On 7 October 2006, 30-year-old Karen Fischer and 39-year-old Christian Struwe, two German journalists working for Deutsche Welle, were shot in a tent they had pitched alongside a road near Baghlan in Afghanistan, while they were doing research for a freelance documentary. They were the first foreign journalists killed after the 2001 invasion in the War in Afghanistan

== Background ==

=== Personal ===
Karen Fischer was from Stuttgart, Germany. She attended Northeastern University in the United States and earned her master's degree in Journalism in 2000. She and Struwe were a couple (Lebensgefährte), having met in Kabul in 2004. Fischer was buried in Leonberg, Baden-Württemberg, which is close to Stuttgart.

=== Careers ===
Both Fischer and Struwe worked for Deutsche Welle, a German news service. DW was moving its Afghan radio service from Germany to Afghanistan. Struwe, a radio engineer and journalist, had been working for DW for five years. He had just launched an international news office at Afghanistan's Radio Television Afghanistan (RTA), where he also trained Afghan journalists. Fischer had been with DW for three years, completing her internship there from 2002 to 2003, and had reported on parliamentary elections in Afghanistan. Before Afghanistan, she had been a reporter for DW in the Middle East and Lebanon. Both reporters were considered experienced foreign journalists and had traveled to Afghanistan multiple times in the past for personal or business reasons.

== Death ==
In October 2006, Karen Fischer and Christian Struwe were in Afghanistan on a private research trip to the historic site of the Buddha statues of Bamiyan, which the Taliban blew up in March 2001.

The two journalists pitched a tent on the side of the road to sleep for the night. Around 1:30 a.m., four to six armed men with AK-47 rifles approached their tent and shot them. Their rented car also was shot. Afterward, the attackers escaped on foot. There was no sign that they were robbed. Villagers heard the gunshots and found the bodies a few minutes later. Police arrested six men and interrogated them shortly afterward.

==Investigation==
After solving the case of another German national, known as Christine M., who had been kidnapped at a restaurant in Afghanistan, authorities there announced that one of the four detained suspects was a possible "mastermind" behind the murder of Karen Fischer and Christian Struwe. Christine M. was pregnant at the time and she was working for the Christian aid Ora International organization. The detained group was described by police as criminals and not part of the Taliban.

== Context ==
The area around Baghlan, where the two were killed, was more secure than some of the country, but not well protected by the government. Some Germans in Afghanistan questioned the pair's decisions to backpack and tent instead of stay in a safe location, and their choice not to take a driver who knew the language and country with them. In addition, they may not have known enough about the customs in the rural area.

== Impact ==
The killings happened on the fifth anniversary of U.S. troops invading Afghanistan. Fischer and Struwe were the first foreign reporters killed in Afghanistan since late 2001. In all, eight journalists died in Afghanistan in 2001. After the event, officials from Afghanistan condemned the attack and expressed concerns about the safety of journalists in Afghanistan.
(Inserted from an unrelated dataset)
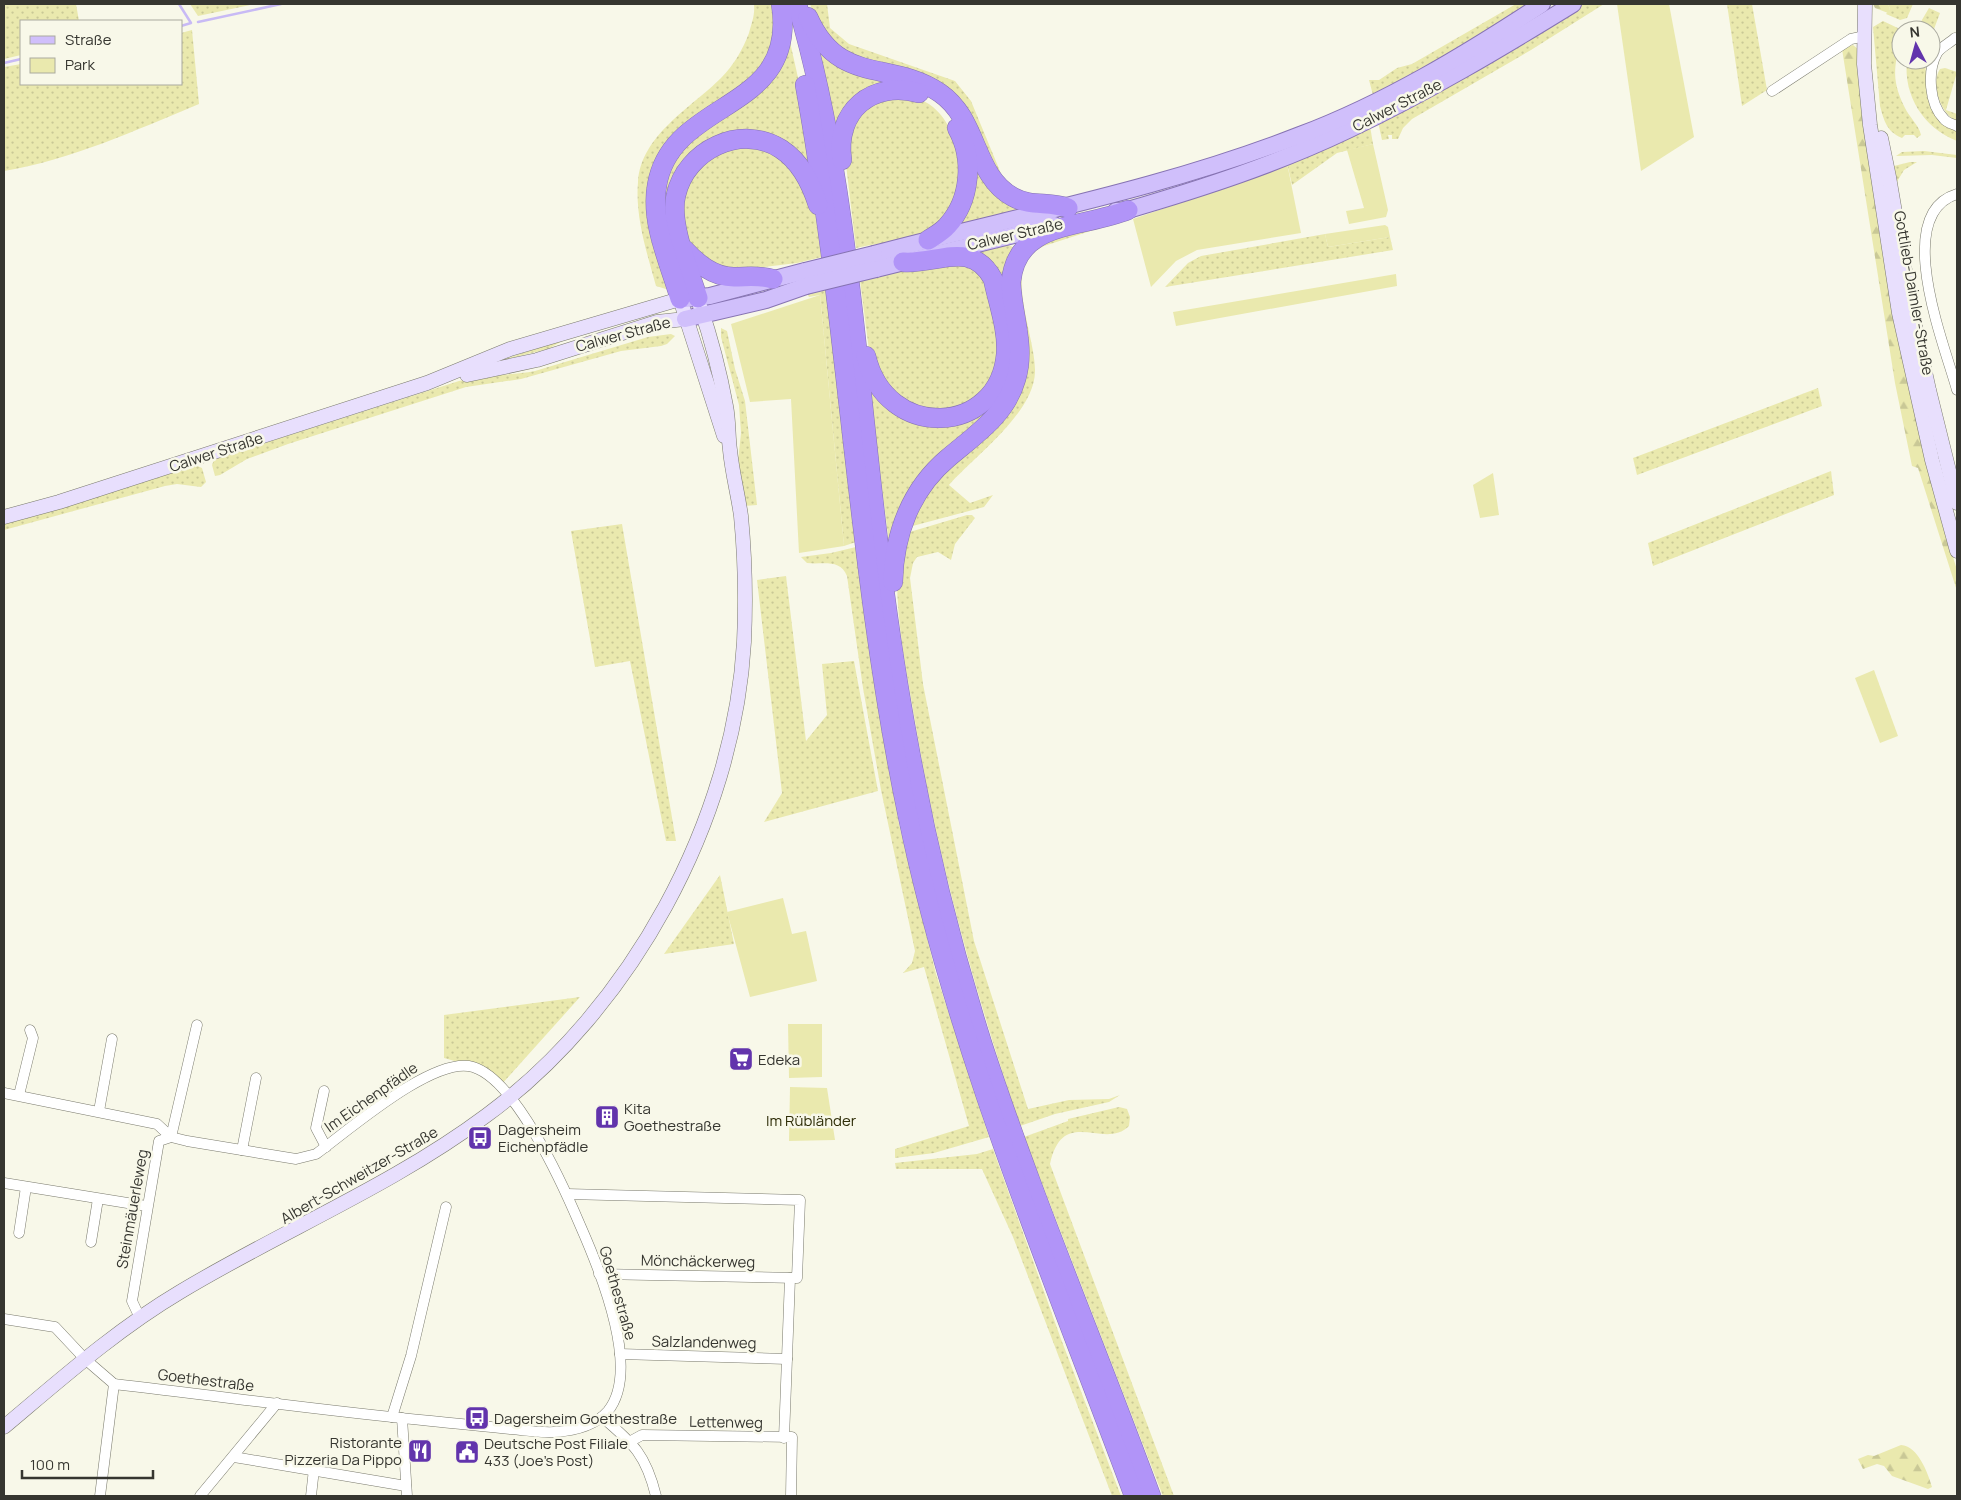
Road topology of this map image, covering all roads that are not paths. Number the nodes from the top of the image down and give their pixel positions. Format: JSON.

Monika Harms, the Attorney General of Germany, opened a federal case and recalled the bodies for an autopsy in Germany. The bodies were sent from Baghlan to Kabul and handed over transferred to German authorities at the embassy there.

== Reactions ==
The Taliban denied any involvement.

Koïchiro Matsuura, director-general of UNESCO, released an official statement, which said: "I condemn the murder of Karen Fischer and Christian Struwe. It is essential that journalists, whether Afghan or foreign, be able to carry out their professional activities safely. Their ability to exercise their basic human right of freedom of expression is essential to the establishment of democracy and rule of law in Afghanistan."

German Foreign Minister Frank-Walter Steinmeier also condemned the murders, saying "This heinous crime must be solved and the perpetrators brought before justice."

The two journalists were killed on the same day as Russian journalist Anna Politkovskaya, which remains a high-profile international case of a journalist killed for her reporting.

== See also==
- List of journalists killed during the War in Afghanistan (2001–14)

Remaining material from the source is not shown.